Renée Fleming, la guérisseuse lyrique

Renée Fleming, soprano superstar et guérisseuse lyrique © Belga

La soprano star américaine Renée Fleming se passionne depuis des années pour les vertus thérapeutiques de la musique. Forte d’une expérience de rééducation respiratoire auprès de patients souffrant d’un « Covid long », elle rêve de voir les arts faire « partie intégrante » des systèmes de santé.

« Nous sommes des experts de la respiration, c’est la base de notre métier, tout comme les nageurs ou instrumentistes à vent », sourit la soprano lors d’un entretien via Zoom avec l’AFP. Celle qui est appelée en Amérique « la diva du peuple » est en France pour un gala de l’Opéra de Paris mercredi au Palais Garnier, dans un format inhabituel monté par son complice, le metteur en scène Robert Carsen, avec Lambert Wilson comme récitant, deux autres chanteurs, Renaud Capuçon au violon et deux danseurs du Ballet de l’Opéra. En août 2021, elle lance avec d’autres chanteurs, dont Angélique Kidjo et des stars de Broadway, l’initiative « Healing Breath » (souffle guérisseur) « dans laquelle on partage nos exercices de respiration favoris (…) pour permettre aux patients souffrant du +Covid long+ ou toute personne souffrant de problèmes de poumons de développer leur souffle », explique la soprano.

« NeuroArts »

Dans certains établissements, comme le Houston Methodist Hospital qui applique un programme de thérapie par la musique, « les thérapeutes font de tels progrès avec les patients que l’établissement veut faire appel à davantage d’artistes car ça marche vraiment! », poursuit-elle. La soprano, qui tente avec des chercheurs d’étendre le projet pour parvenir à « mesurer la santé des poumons », n’en est pas à son premier projet sur le lien entre arts et santé. En collaboration avec le Kennedy Center à New York, dont elle est conseillère artistique, et les Instituts nationaux de santé (NIH), elle travaille depuis 2017 sur « Sound Health », une initiative pour explorer comment la thérapie par l’art peut améliorer la santé et même avoir un impact direct sur des troubles neurologiques, sur l’anxiété ou le syndrome de stress post-traumatique (PTSD).

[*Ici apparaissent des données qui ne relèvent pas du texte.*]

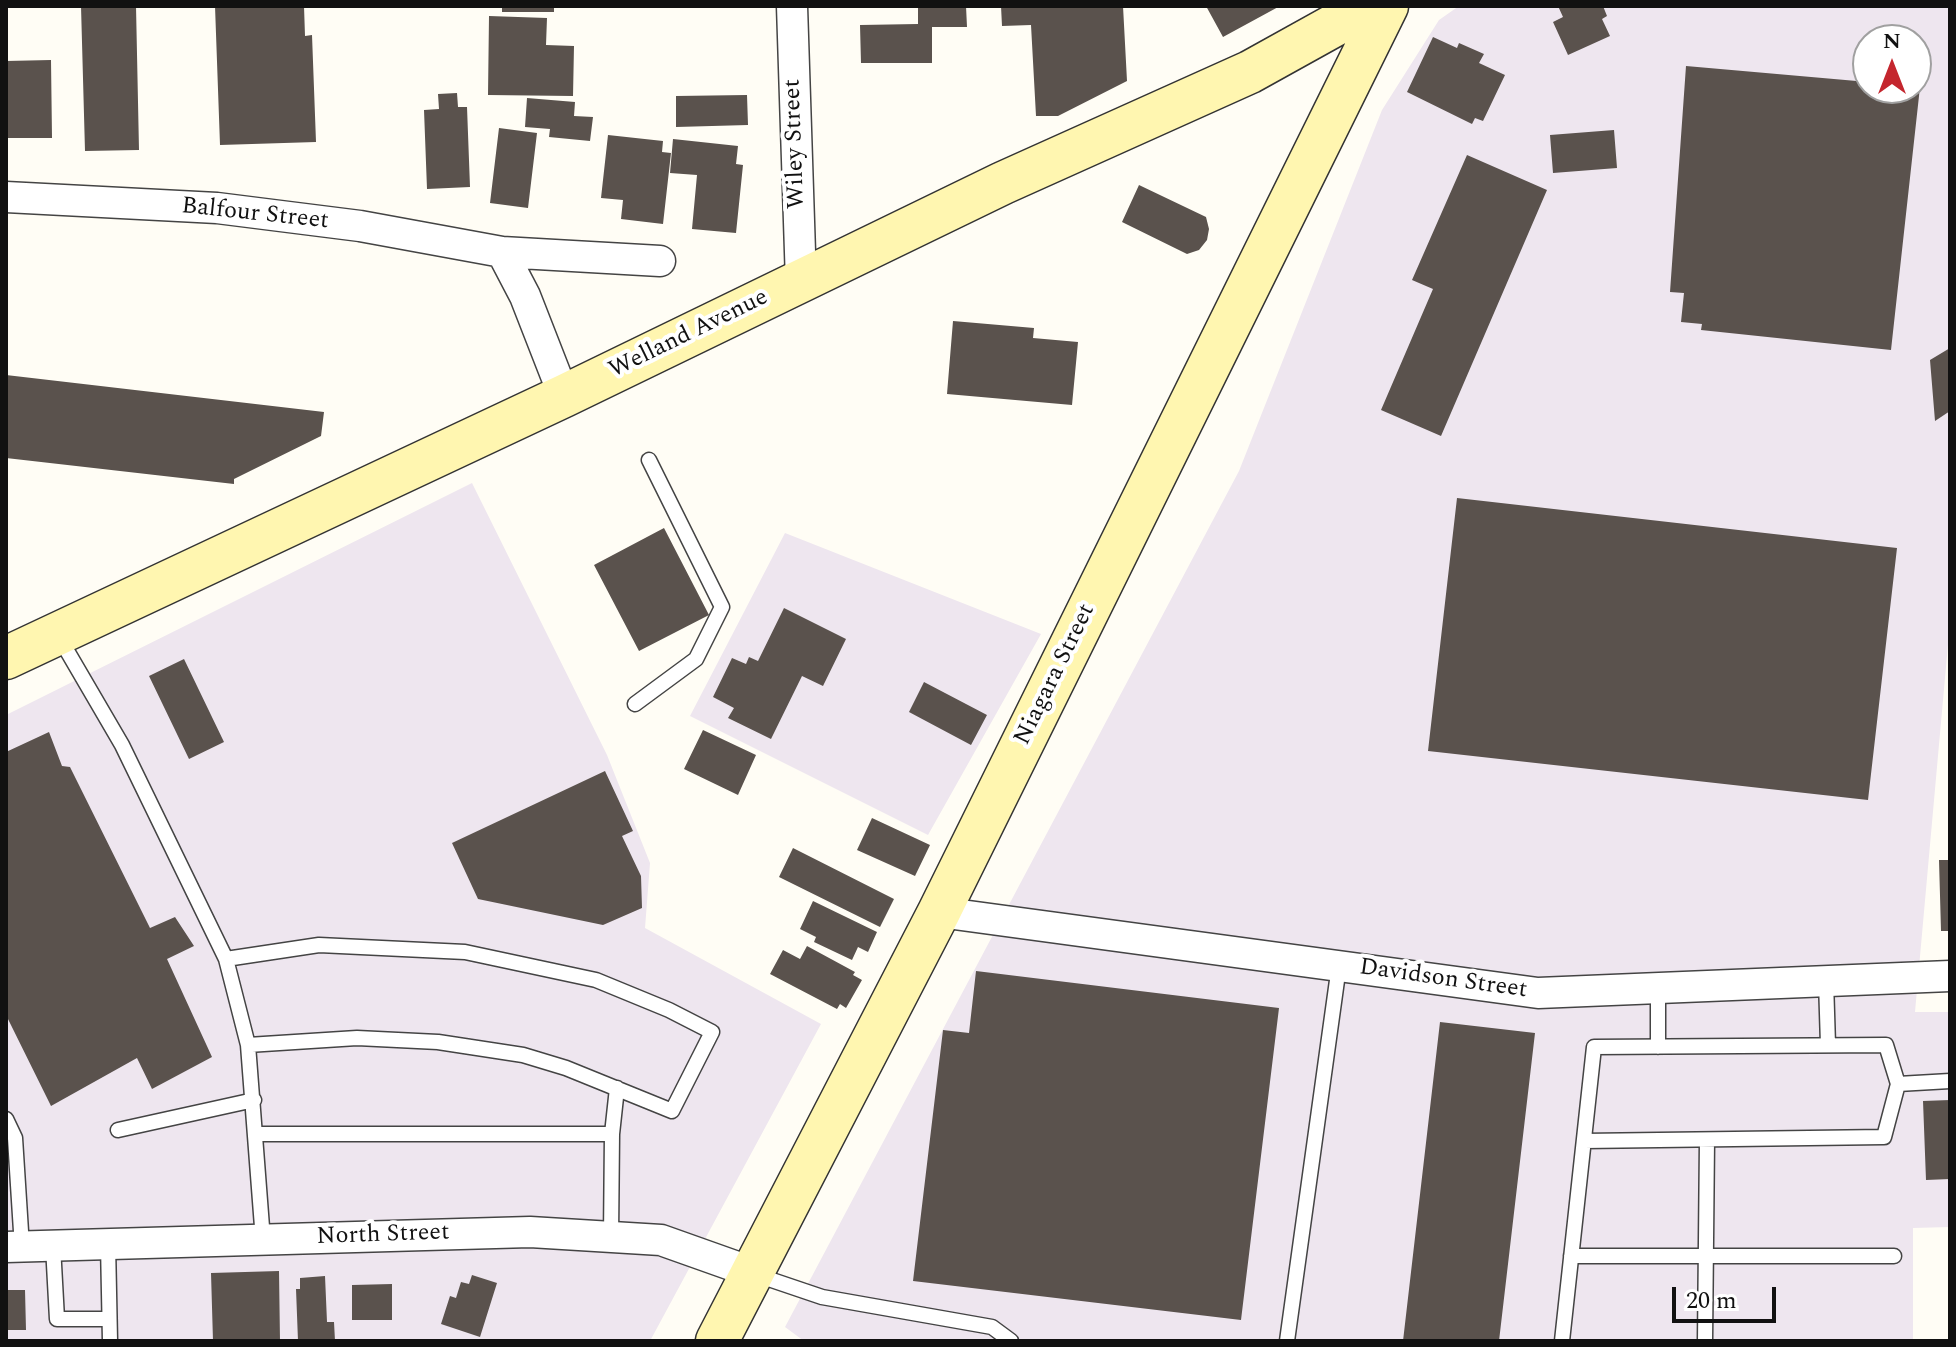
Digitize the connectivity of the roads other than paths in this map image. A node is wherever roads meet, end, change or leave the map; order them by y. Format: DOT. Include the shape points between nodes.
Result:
graph roads {
  1 [pos="792,6"];
  2 [pos="1369,6"];
  3 [pos="1387,6"];
  4 [pos="6,197"];
  5 [pos="502,252"];
  6 [pos="660,261"];
  7 [pos="801,283"];
  8 [pos="564,396"];
  9 [pos="649,460"];
  10 [pos="57,634"];
  11 [pos="6,658"];
  12 [pos="635,704"];
  13 [pos="939,912"];
  14 [pos="226,959"];
  15 [pos="1339,966"];
  16 [pos="1950,976"];
  17 [pos="1826,981"];
  18 [pos="1658,988"];
  19 [pos="248,1045"];
  20 [pos="1828,1045"];
  21 [pos="1658,1047"];
  22 [pos="1950,1081"];
  23 [pos="1898,1084"];
  24 [pos="617,1088"];
  25 [pos="254,1100"];
  26 [pos="6,1119"];
  27 [pos="118,1130"];
  28 [pos="257,1134"];
  29 [pos="612,1134"];
  30 [pos="1707,1140"];
  31 [pos="1584,1141"];
  32 [pos="13,1176"];
  33 [pos="611,1237"];
  34 [pos="263,1240"];
  35 [pos="108,1244"];
  36 [pos="53,1246"];
  37 [pos="14,1247"];
  38 [pos="1571,1256"];
  39 [pos="1706,1256"];
  40 [pos="1894,1256"];
  41 [pos="754,1273"];
  42 [pos="109,1319"];
  43 [pos="110,1341"];
  44 [pos="717,1341"];
  45 [pos="1011,1341"];
  46 [pos="1287,1341"];
  47 [pos="1562,1341"];
  48 [pos="1705,1341"];
  1 -- 7 [label="street, Wiley Street"];
  2 -- 7 [label="main road, Welland Avenue" via="1250,72 1003,183"];
  3 -- 13 [label="main road, Niagara Street"];
  4 -- 5 [label="street, Balfour Street" via="217,208 360,226"];
  5 -- 6 [label="street, Balfour Street"];
  5 -- 8 [label="street"];
  7 -- 8 [label="main road, Welland Avenue"];
  8 -- 10 [label="main road, Welland Avenue"];
  9 -- 12 [label="lane" via="722,607 696,659"];
  10 -- 11 [label="main road, Welland Avenue"];
  10 -- 14 [label="lane" via="122,745"];
  13 -- 15 [label="street, Davidson Street"];
  13 -- 41 [label="main road, Niagara Street"];
  14 -- 19 [label="lane"];
  14 -- 24 [label="lane" via="319,945 465,952 596,980 712,1032 672,1111"];
  15 -- 18 [label="street, Davidson Street" via="1538,993"];
  15 -- 46 [label="lane"];
  16 -- 17 [label="street, Davidson Street"];
  17 -- 18 [label="street, Davidson Street"];
  17 -- 20 [label="lane"];
  18 -- 21 [label="lane"];
  19 -- 24 [label="lane" via="357,1038 438,1042 523,1055"];
  19 -- 25 [label="lane"];
  20 -- 21 [label="lane"];
  20 -- 23 [label="lane" via="1886,1045"];
  21 -- 31 [label="lane" via="1594,1047"];
  22 -- 23 [label="lane"];
  23 -- 30 [label="lane" via="1884,1137"];
  24 -- 29 [label="lane"];
  25 -- 27 [label="lane"];
  25 -- 28 [label="lane"];
  26 -- 32 [label="lane" via="15,1138"];
  28 -- 29 [label="lane"];
  28 -- 34 [label="lane"];
  29 -- 33 [label="lane"];
  30 -- 31 [label="lane"];
  30 -- 39 [label="lane"];
  31 -- 38 [label="lane"];
  32 -- 37 [label="lane"];
  33 -- 34 [label="street, North Street" via="530,1232"];
  33 -- 41 [label="street, North Street" via="661,1240"];
  34 -- 35 [label="street, North Street"];
  35 -- 36 [label="street, North Street"];
  35 -- 42 [label="lane"];
  36 -- 37 [label="street, North Street"];
  36 -- 42 [label="lane" via="57,1319"];
  38 -- 39 [label="lane"];
  38 -- 47 [label="lane"];
  39 -- 40 [label="lane"];
  39 -- 48 [label="lane"];
  41 -- 44 [label="main road, Niagara Street"];
  41 -- 45 [label="lane" via="822,1297 992,1327"];
  42 -- 43 [label="lane"];
}
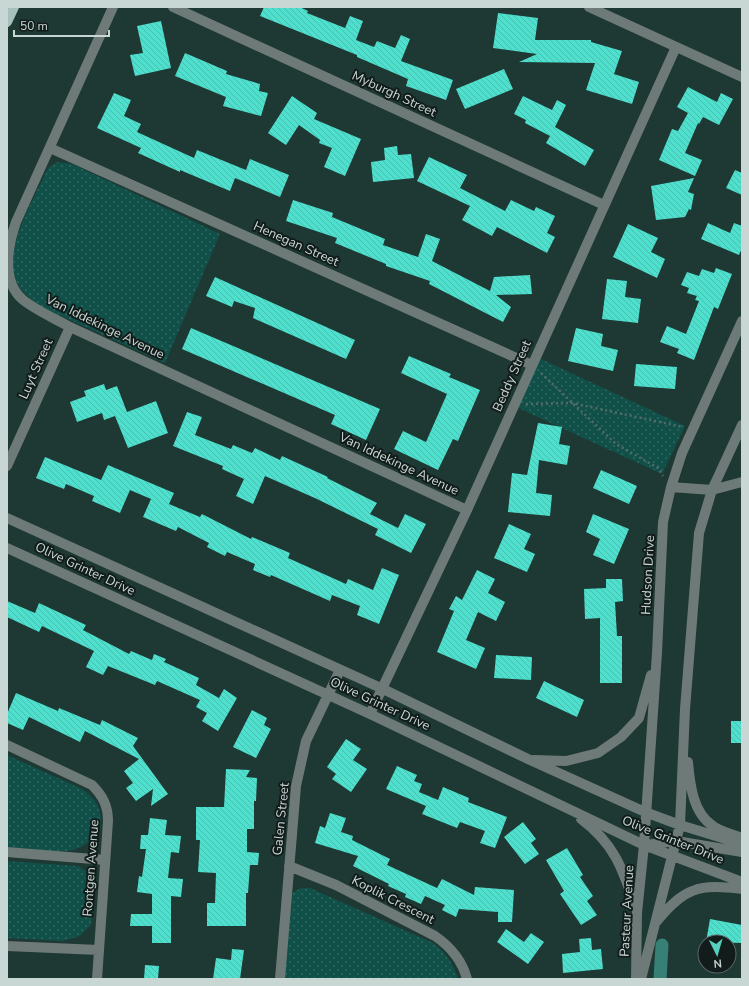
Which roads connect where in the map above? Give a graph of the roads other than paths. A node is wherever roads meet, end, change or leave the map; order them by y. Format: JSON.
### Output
{"nodes":[{"id":1,"x":14,"y":7,"type":"edge"},
{"id":2,"x":113,"y":7,"type":"edge"},
{"id":3,"x":173,"y":7,"type":"edge"},
{"id":4,"x":589,"y":7,"type":"edge"},
{"id":5,"x":7,"y":22,"type":"edge"},
{"id":6,"x":676,"y":47,"type":"junction"},
{"id":7,"x":742,"y":77,"type":"edge"},
{"id":8,"x":50,"y":148,"type":"junction"},
{"id":9,"x":604,"y":205,"type":"junction"},
{"id":10,"x":742,"y":321,"type":"edge"},
{"id":11,"x":70,"y":327,"type":"junction"},
{"id":12,"x":532,"y":365,"type":"junction"},
{"id":13,"x":742,"y":425,"type":"edge"},
{"id":14,"x":7,"y":466,"type":"edge"},
{"id":15,"x":742,"y":482,"type":"edge"},
{"id":16,"x":671,"y":487,"type":"junction"},
{"id":17,"x":712,"y":490,"type":"junction"},
{"id":18,"x":467,"y":510,"type":"junction"},
{"id":19,"x":7,"y":518,"type":"edge"},
{"id":20,"x":7,"y":548,"type":"edge"},
{"id":21,"x":657,"y":653,"type":"junction"},
{"id":22,"x":340,"y":670,"type":"junction"},
{"id":23,"x":383,"y":690,"type":"junction"},
{"id":24,"x":328,"y":695,"type":"junction"},
{"id":25,"x":685,"y":708,"type":"junction"},
{"id":26,"x":370,"y":714,"type":"junction"},
{"id":27,"x":7,"y":745,"type":"edge"},
{"id":28,"x":530,"y":760,"type":"junction"},
{"id":29,"x":558,"y":803,"type":"junction"},
{"id":30,"x":645,"y":812,"type":"junction"},
{"id":31,"x":680,"y":825,"type":"junction"},
{"id":32,"x":742,"y":838,"type":"edge"},
{"id":33,"x":676,"y":841,"type":"junction"},
{"id":34,"x":742,"y":844,"type":"edge"},
{"id":35,"x":644,"y":845,"type":"junction"},
{"id":36,"x":7,"y":852,"type":"edge"},
{"id":37,"x":742,"y":852,"type":"edge"},
{"id":38,"x":672,"y":856,"type":"junction"},
{"id":39,"x":105,"y":860,"type":"junction"},
{"id":40,"x":289,"y":866,"type":"junction"},
{"id":41,"x":742,"y":882,"type":"edge"},
{"id":42,"x":742,"y":888,"type":"edge"},
{"id":43,"x":637,"y":913,"type":"junction"},
{"id":44,"x":655,"y":924,"type":"junction"},
{"id":45,"x":7,"y":946,"type":"edge"},
{"id":46,"x":99,"y":950,"type":"junction"},
{"id":47,"x":97,"y":979,"type":"edge"},
{"id":48,"x":280,"y":979,"type":"edge"},
{"id":49,"x":467,"y":979,"type":"edge"},
{"id":50,"x":636,"y":979,"type":"edge"},
{"id":51,"x":641,"y":979,"type":"edge"}],
"edges":[{"from":1,"to":5,"type":"main road"},
{"from":2,"to":8,"type":"street","name":"Van Iddekinge Avenue"},
{"from":3,"to":9,"type":"street","name":"Myburgh Street"},
{"from":4,"to":6,"type":"street"},
{"from":6,"to":7,"type":"street"},
{"from":6,"to":9,"type":"street","name":"Beddy Street"},
{"from":8,"to":11,"type":"street","name":"Van Iddekinge Avenue"},
{"from":8,"to":12,"type":"street","name":"Henegan Street"},
{"from":9,"to":12,"type":"street","name":"Beddy Street"},
{"from":10,"to":16,"type":"street","name":"Hudson Drive"},
{"from":11,"to":14,"type":"street","name":"Luyt Street"},
{"from":11,"to":18,"type":"street","name":"Van Iddekinge Avenue"},
{"from":12,"to":18,"type":"street","name":"Beddy Street"},
{"from":13,"to":17,"type":"street"},
{"from":15,"to":17,"type":"street"},
{"from":16,"to":17,"type":"street"},
{"from":16,"to":21,"type":"street","name":"Hudson Drive"},
{"from":17,"to":25,"type":"street"},
{"from":18,"to":23,"type":"street","name":"Beddy Street"},
{"from":19,"to":22,"type":"street","name":"Olive Grinter Drive"},
{"from":20,"to":24,"type":"street","name":"Olive Grinter Drive"},
{"from":21,"to":28,"type":"street"},
{"from":21,"to":30,"type":"street","name":"Hudson Drive"},
{"from":22,"to":23,"type":"street","name":"Olive Grinter Drive"},
{"from":22,"to":24,"type":"street","name":"Galen Street"},
{"from":23,"to":26,"type":"street","name":"Beddy Street"},
{"from":23,"to":28,"type":"street","name":"Olive Grinter Drive"},
{"from":24,"to":26,"type":"street","name":"Olive Grinter Drive"},
{"from":24,"to":40,"type":"street","name":"Galen Street"},
{"from":25,"to":31,"type":"street"},
{"from":25,"to":32,"type":"street"},
{"from":26,"to":29,"type":"street","name":"Olive Grinter Drive"},
{"from":27,"to":39,"type":"street","name":"Rontgen Avenue"},
{"from":28,"to":30,"type":"street","name":"Olive Grinter Drive"},
{"from":29,"to":35,"type":"street","name":"Olive Grinter Drive"},
{"from":29,"to":43,"type":"street"},
{"from":30,"to":31,"type":"street","name":"Olive Grinter Drive"},
{"from":30,"to":35,"type":"street","name":"Hudson Drive"},
{"from":31,"to":33,"type":"street"},
{"from":31,"to":34,"type":"street","name":"Olive Grinter Drive"},
{"from":33,"to":35,"type":"street"},
{"from":33,"to":37,"type":"street"},
{"from":33,"to":38,"type":"street"},
{"from":35,"to":38,"type":"street","name":"Olive Grinter Drive"},
{"from":35,"to":43,"type":"street","name":"Pasteur Avenue"},
{"from":36,"to":39,"type":"street"},
{"from":38,"to":41,"type":"street","name":"Olive Grinter Drive"},
{"from":38,"to":44,"type":"street","name":"Pasteur Avenue"},
{"from":39,"to":46,"type":"street","name":"Rontgen Avenue"},
{"from":40,"to":48,"type":"street","name":"Galen Street"},
{"from":40,"to":49,"type":"street","name":"Koplik Crescent"},
{"from":42,"to":44,"type":"street"},
{"from":43,"to":50,"type":"street","name":"Pasteur Avenue"},
{"from":44,"to":51,"type":"street","name":"Pasteur Avenue"},
{"from":45,"to":46,"type":"street"},
{"from":46,"to":47,"type":"street","name":"Rontgen Avenue"}]}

Et avec l’hôpital américain Johns Hopkins et d’autres institutions, elle travaille depuis 2019 sur « NeuroArts Blueprint », un projet qui va plus loin en voulant créer un réseau de chercheurs et d’artistes pour promouvoir l’utilisation des arts pour améliorer la santé. « J’espère que les +NeuroArts+ pourront devenir un domaine à part entière, (…) j’adorerais l’idée que les arts fassent partie intégrante de notre système de santé », plaide Renée Fleming. « L’humain connaît la musique depuis au moins 55.000 ans au vu des découverte d’instruments de cette époque. C’est dans notre ADN de réagir à la musique et aux arts ».

Trac paralysant

Ne craint-elle pas une résistance du milieu médical? « Bien sûr qu’il y a de la résistance », même si ce type d’initiatives s’étend, notamment au Royaume-Uni et dans certains Etats américains, remarque-t-elle. Sa passion pour la convergence entre santé et arts est née de son propre corps, car malgré une carrière exemplaire qui l’a amenée au sommet de son art, elle a souffert de tracs horribles avant de monter sur scène. « Chaque cellule de mon corps criait +non, je ne peux pas faire ça!+ Quand vous avez le trac, vous vous sentez comme si vous allez mourir avant d’aller sur scène », écrit-elle dans son autobiographie « The Inner Voice » (2004). Au printemps 2023, la soprano de 63 ans reviendra à l’Opéra de Paris, où elle n’a pas chanté dans un opéra depuis dix ans, pour interpréter Pat Nixon dans « Nixon in China », opéra phare de John Adams.

Et au Metropolitan Opera de New York, elle créera l’évènement en faisant son retour très attendu, après cinq ans, lors de la première mondiale de « The Hours » du compositeur Kevin Puts, une adaptation du roman de Michael Cunningham qui avait été porté à l’écran en 2002 avec Meryl Streep, Julianne Moore et Nicole Kidman.